Transfer Learning for Dog Breed classifier

7 min readSep 16, 2018

Dogs are man’s best friend and they deserve to be identified correctly. In pursuit of differentiating a Husky (Go Dawgs!) from an Alaskan Malamute, let’s learn how to use transfer learning to classify dog breeds.

Find the entire Jupyter Notebook on my GitHub.

NOTE: This project/article is based off of Udacity’s skeleton Dog Breed Classifier project as part of the AIND program with certain modifications.

Data

As always with most of my technical posts, we need to make sure we have the data we want to work with. Now this post is not for building the entire architecture from scratch and training it, I will cover that in a separate post later for now we will focus on how we can learn from someone else’s work and modify it for our use cases.

We need a lot of different data to solve this problem, let’s start by downloading them:
1. Dog Images
2. Human Images
3. ResNet50 Features
4. OpenCV Human Face Detection Model

We are using a sampled dataset, feel free to use the Stanford Dogs Data set for this purpose, just note that you might need to modify the image read functions as the folder structure is slightly different. Also, DON’T run the model on the entire Stanford Dogs Data without GPU and checkpointing your work. If you are not sure about this, use the smaller sample for now and later you can experiment using a larger data.

So now that we have the data, let’s get to the exciting part of creating the entire app. First off, we need to read the images into python, so let’s do it.

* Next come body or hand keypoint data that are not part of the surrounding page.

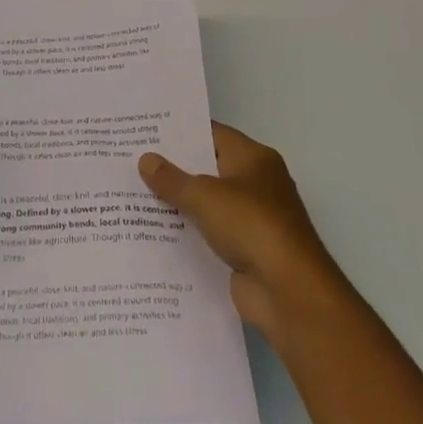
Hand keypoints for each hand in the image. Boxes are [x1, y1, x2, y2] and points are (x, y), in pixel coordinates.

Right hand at [139, 122, 347, 340]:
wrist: (289, 292)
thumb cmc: (251, 226)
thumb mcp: (205, 196)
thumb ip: (172, 179)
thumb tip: (145, 159)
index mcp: (254, 159)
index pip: (212, 134)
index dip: (181, 131)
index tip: (147, 130)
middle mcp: (256, 184)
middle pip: (208, 168)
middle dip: (174, 167)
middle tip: (133, 159)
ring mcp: (252, 220)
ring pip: (207, 204)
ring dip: (178, 203)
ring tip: (134, 193)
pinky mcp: (245, 252)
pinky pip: (209, 234)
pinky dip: (187, 234)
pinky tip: (153, 232)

We will use Keras to read most of our images instead of matplotlib’s imread() function as Keras let’s us supply a target_size parameter to our read function so all our images are standard size and we don’t have to worry about any dimension mismatch.

# Import the required packages
from sklearn.datasets import load_files       
from keras.utils import np_utils
import numpy as np
from glob import glob
import matplotlib.pyplot as plt
% matplotlib inline

# define function to load train, test, and validation datasets
def load_dataset(path):
    data = load_files(path)
    dog_files = np.array(data['filenames'])
    dog_targets = np_utils.to_categorical(np.array(data['target']), 133)
    return dog_files, dog_targets

# load train, test, and validation datasets
train_files, train_targets = load_dataset('dogImages/train')
valid_files, valid_targets = load_dataset('dogImages/valid')
test_files, test_targets = load_dataset('dogImages/test')

# load list of dog names
dog_names = [item[20:-1] for item in sorted(glob("dogImages/train/*/"))]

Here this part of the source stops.